I am sure that the thesis of the authors is fundamentally correct: that both Asians and Europeans visited, and possibly settled, in the Americas before Columbus. I think there is enough circumstantial and material evidence for this. However, the authors choose to devote a lot of time to the least likely such visitation - that of Sir Henry Sinclair.

Alarm bells rang for me almost immediately when, in the first few lines of the introduction, the authors cited Gavin Menzies. Now, I am all for presenting unusual propositions regarding history but if the authors intend to be taken seriously they should also discuss the problems with the sources they are relying on. For example, they refer to Nicholas of Lynn(e)'s alleged visit to North America without informing the listener that there is actually no evidence that Nicholas even left England, never mind went to America. They go on to rely almost exclusively on the Zeno Narrative for Sinclair, despite serious misgivings on the subject, i.e. that the Zeno brothers can be shown to have been elsewhere during the alleged voyages to Orkney/Shetland/North America and indeed that the Zeno letters are fakes perpetrated by another Zeno some time after Columbus' voyage to America.

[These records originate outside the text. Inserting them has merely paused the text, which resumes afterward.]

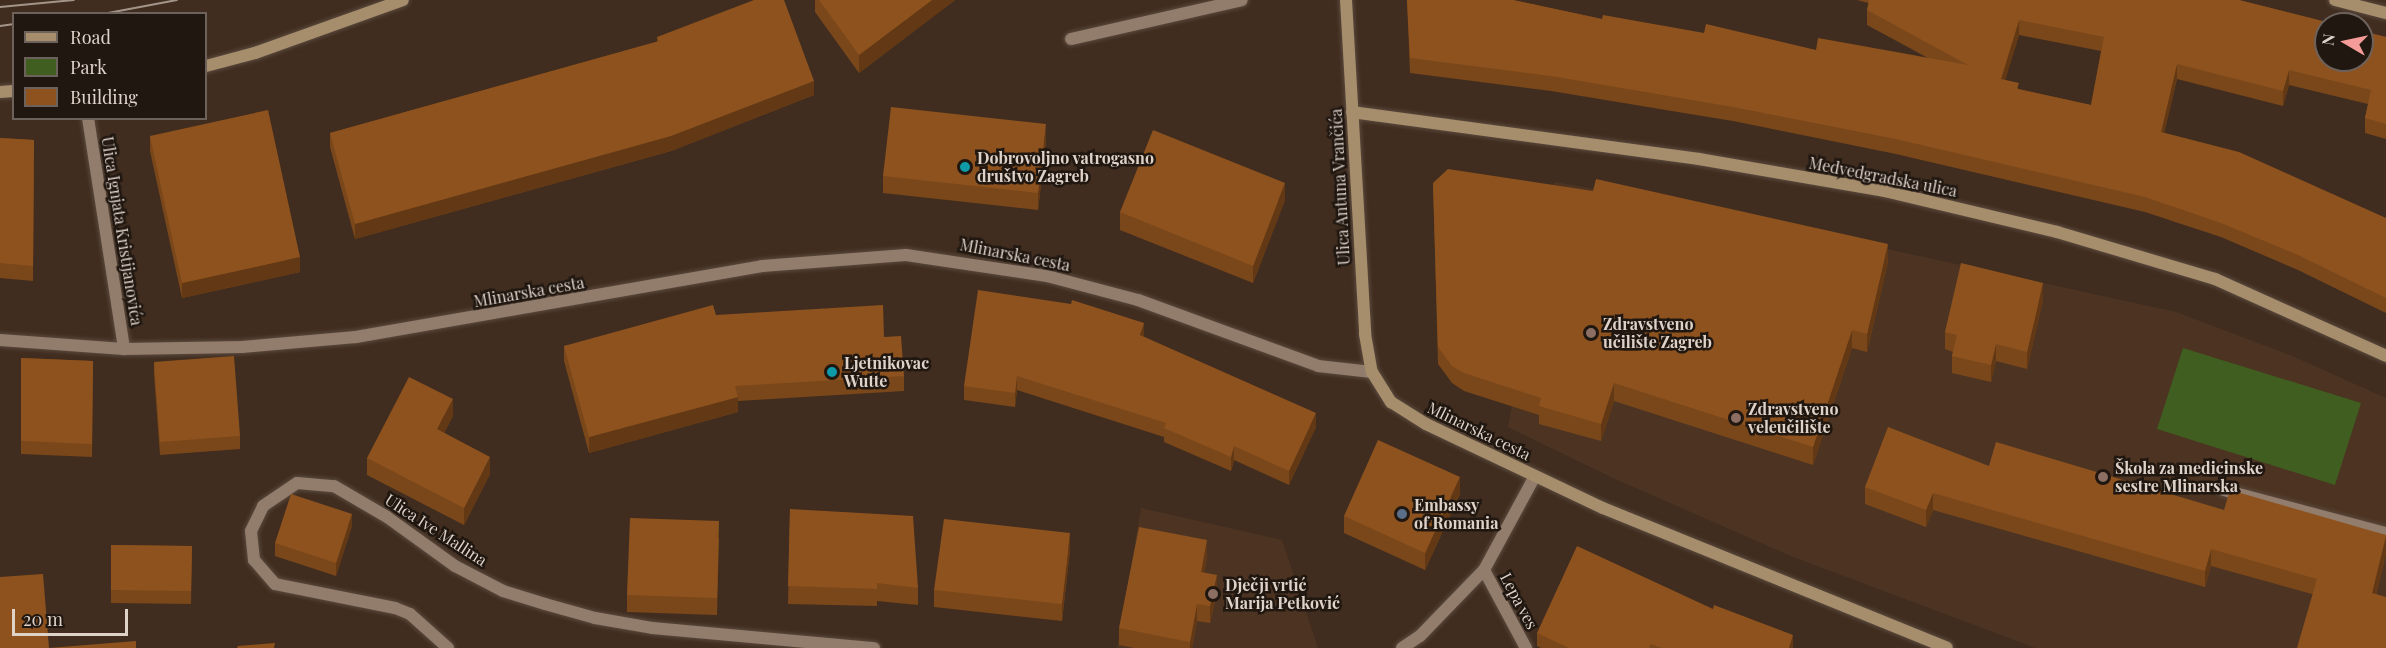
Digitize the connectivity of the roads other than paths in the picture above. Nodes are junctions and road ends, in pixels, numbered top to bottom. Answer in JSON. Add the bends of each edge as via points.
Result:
{"nodes":[{"id":1,"x":403,"y":0,"type":"edge"},
{"id":2,"x":1242,"y":0,"type":"edge"},
{"id":3,"x":1346,"y":0,"type":"edge"},
{"id":4,"x":2335,"y":0,"type":"edge"},
{"id":5,"x":2386,"y":13,"type":"edge"},
{"id":6,"x":1071,"y":39,"type":"dead end"},
{"id":7,"x":207,"y":66,"type":"edge"},
{"id":8,"x":1352,"y":112,"type":"junction"},
{"id":9,"x":88,"y":120,"type":"edge"},
{"id":10,"x":0,"y":340,"type":"edge"},
{"id":11,"x":124,"y":350,"type":"junction"},
{"id":12,"x":2386,"y":356,"type":"edge"},
{"id":13,"x":1372,"y":372,"type":"junction"},
{"id":14,"x":1535,"y":476,"type":"junction"},
{"id":15,"x":2224,"y":490,"type":"dead end"},
{"id":16,"x":2386,"y":533,"type":"edge"},
{"id":17,"x":1484,"y":570,"type":"junction"},
{"id":18,"x":448,"y":648,"type":"edge"},
{"id":19,"x":874,"y":648,"type":"edge"},
{"id":20,"x":1402,"y":648,"type":"edge"},
{"id":21,"x":1526,"y":648,"type":"edge"},
{"id":22,"x":1947,"y":648,"type":"edge"}],
"edges":[{"from":1,"to":7,"type":"main road","via":[[255,53]]},
{"from":2,"to":6,"type":"street"},
{"from":3,"to":8,"type":"main road","name":"Ulica Antuna Vrančića"},
{"from":4,"to":5,"type":"main road"},
{"from":8,"to":12,"type":"main road","name":"Medvedgradska ulica","via":[[1699,159],[1885,191],[2011,221],[2215,279]]},
{"from":8,"to":13,"type":"main road","name":"Ulica Antuna Vrančića","via":[[1365,334]]},
{"from":9,"to":11,"type":"street","name":"Ulica Ignjata Kristijanovića"},
{"from":10,"to":11,"type":"street","name":"Mlinarska cesta"},
{"from":11,"to":13,"type":"street","name":"Mlinarska cesta","via":[[356,337],[762,266],[906,255],[1047,276],[1138,300],[1318,366]]},
{"from":13,"to":14,"type":"main road","name":"Mlinarska cesta","via":[[1391,402],[1404,412]]},
{"from":14,"to":17,"type":"street"},
{"from":14,"to":22,"type":"main road","name":"Mlinarska cesta","via":[[1603,508]]},
{"from":15,"to":16,"type":"street"},
{"from":17,"to":20,"type":"street","via":[[1420,636]]},
{"from":17,"to":21,"type":"street","name":"Lepa ves"},
{"from":18,"to":19,"type":"street","name":"Ulica Ive Mallina","via":[[410,614],[395,608],[275,584],[254,560],[251,531],[263,506],[297,483],[334,486],[455,566],[503,591],[534,601],[594,618],[653,628]]}]}
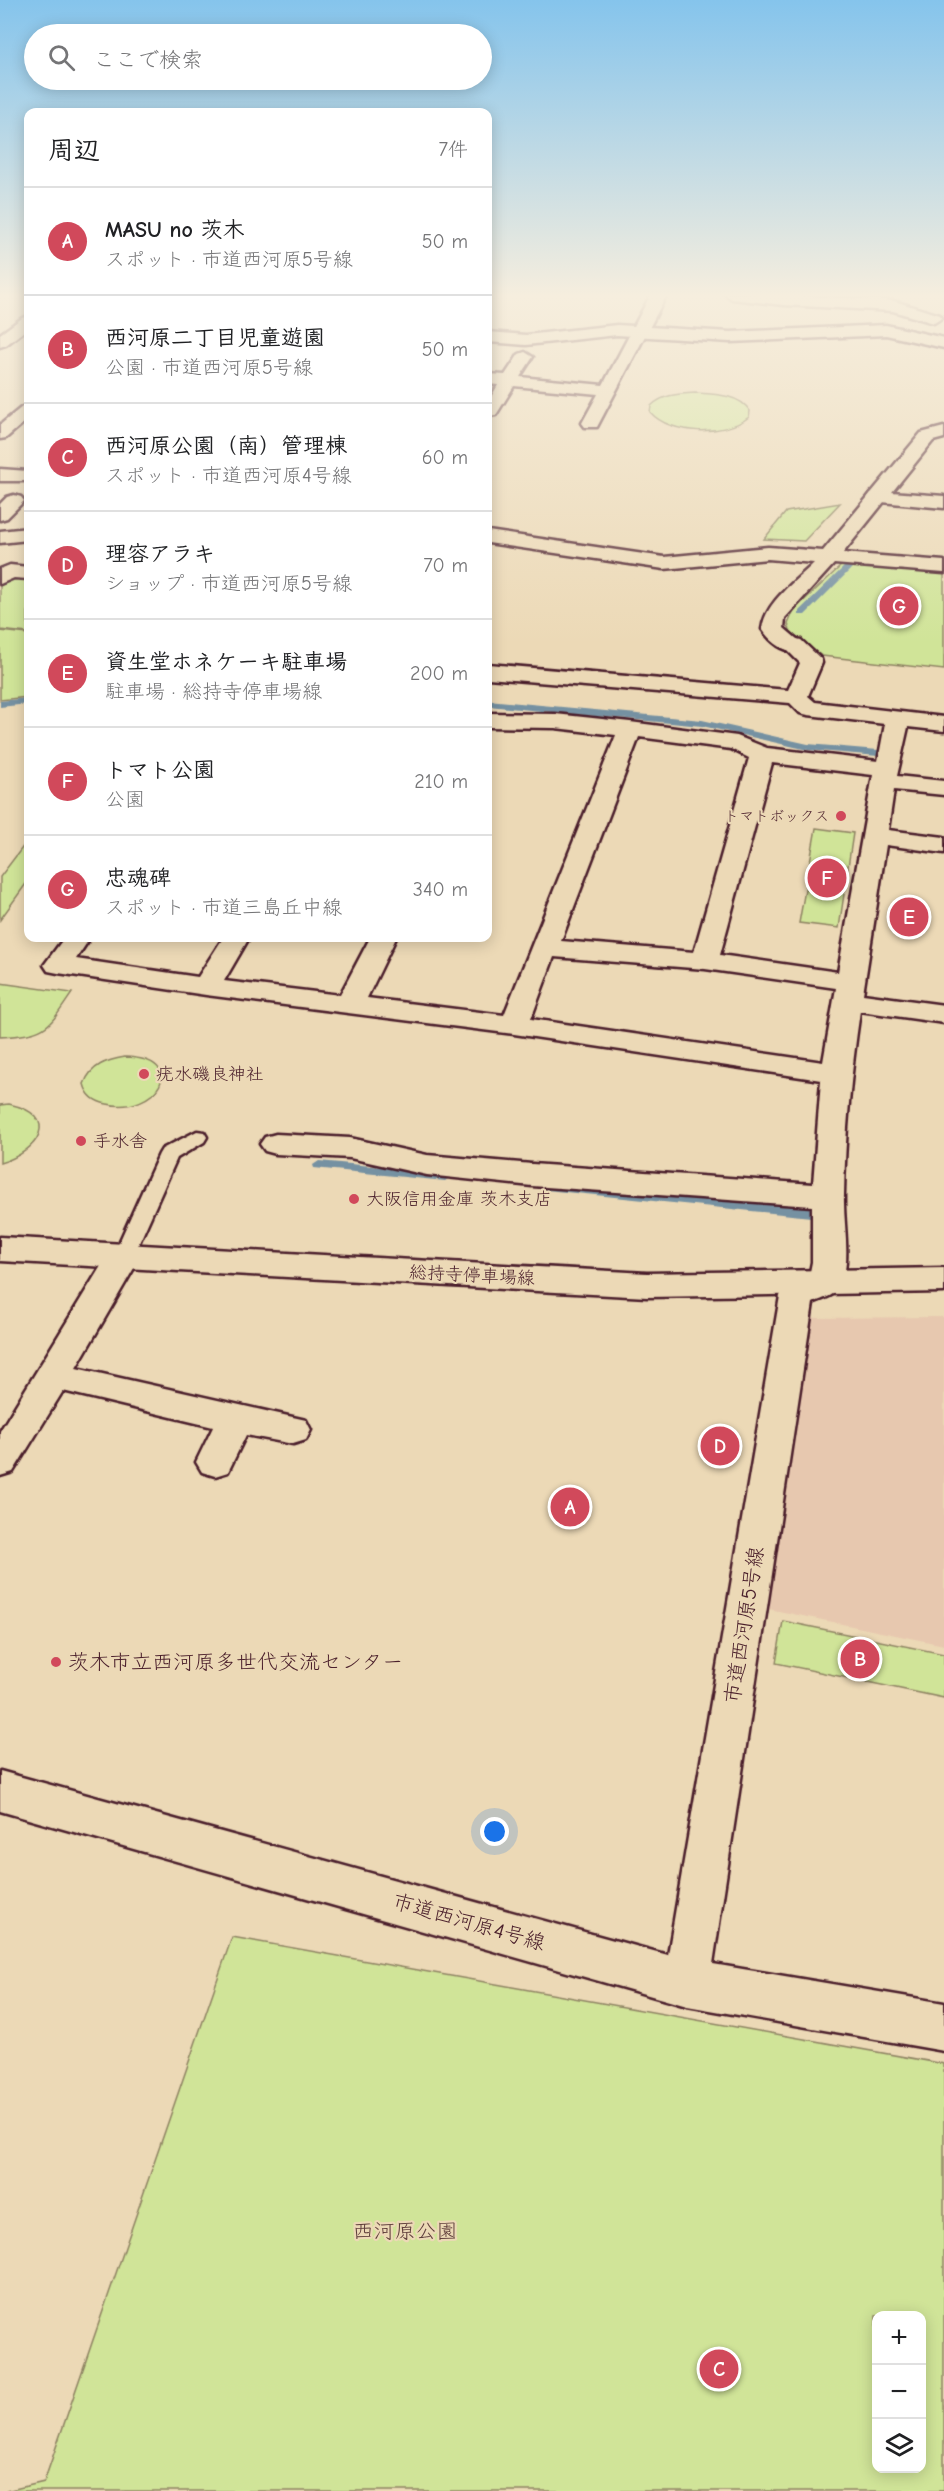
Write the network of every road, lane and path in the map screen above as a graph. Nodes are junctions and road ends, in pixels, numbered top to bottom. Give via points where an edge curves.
1 (597, 410) edge
2 (24, 414) edge
3 (591, 423) dead end
4 (3, 428) edge
5 (944, 432) edge
6 (0, 475) edge
7 (24, 476) edge
8 (878, 497) junction
9 (944, 502) edge
10 (24, 534) edge
11 (0, 537) edge
12 (492, 538) edge
13 (826, 558) junction
14 (944, 567) edge
15 (24, 573) edge
16 (0, 578) edge
17 (492, 671) edge
18 (796, 697) junction
19 (898, 719) junction
20 (492, 723) edge
21 (944, 724) edge
22 (630, 729) junction
23 (762, 755) junction
24 (884, 775) junction
25 (944, 788) edge
26 (874, 836) junction
27 (944, 845) edge
28 (74, 942) edge
29 (234, 942) edge
30 (381, 942) edge
31 (546, 948) junction
32 (705, 962) junction
33 (206, 987) junction
34 (849, 992) junction
35 (350, 1004) junction
36 (944, 1014) edge
37 (514, 1025) junction
38 (836, 1073) junction
39 (197, 1137) dead end
40 (276, 1144) dead end
41 (828, 1196) junction
42 (0, 1249) edge
43 (124, 1256) junction
44 (944, 1280) edge
45 (825, 1284) junction
46 (54, 1376) junction
47 (235, 1419) junction
48 (293, 1430) dead end
49 (0, 1462) edge
50 (215, 1462) dead end
51 (0, 1791) edge
52 (687, 1983) junction
53 (944, 2027) edge

1 - 3 street
2 - 4 street
5 - 8 street via 927,437
6 - 7 street
8 - 9 street
8 - 13 street
10 - 11 street
12 - 13 street via 664,563 752,553
13 - 14 street
13 - 18 street via 774,618 772,629 776,634 810,659
15 - 16 street via 10,571
17 - 18 street
18 - 19 street via 808,708
19 - 21 street
19 - 24 street
20 - 22 street via 555,721
22 - 23 street via 737,743
22 - 31 street
23 - 24 street
23 - 32 street
24 - 25 street
24 - 26 street
26 - 27 street
26 - 34 street
28 - 33 street via 58,965
29 - 33 street
30 - 35 street
31 - 32 street
31 - 37 street
32 - 34 street
33 - 35 street
34 - 36 street
34 - 38 street
35 - 37 street
37 - 38 street
38 - 41 street
39 - 43 lane via 169,1154
40 - 41 street via 350,1148 427,1165 520,1174
41 - 45 street via 829,1262
42 - 43 street, 総持寺停車場線
43 - 45 street, 総持寺停車場線 via 647,1285
43 - 46 street
44 - 45 street, 総持寺停車場線
45 - 52 street, 市道西河原5号線 via 797,1296
46 - 47 street
46 - 49 street
47 - 48 street
47 - 50 street
51 - 52 street, 市道西河原4号線
52 - 53 street, 市道西河原4号線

If the authors addressed these issues and put forward their views as to why they do not agree with them I think I would have been able to take them more seriously.

Another issue I have with the authors is their rather quaint view of Native Americans. Whatever the actual social conditions and beliefs of the Micmac (which I am not familiar with), extending this pre-lapsarian condition to "all Native Americans" shows ignorance of the bloody and imperialistic nature of many tribes and confederations of tribes.

In the end the book seems to be a kind of cheerleading for the Sinclair family, despite the fact that the mainstay of the evidence - the Zeno narrative - is, to put it mildly, questionable. On the other hand, as always with Nigel Patterson, it is well read.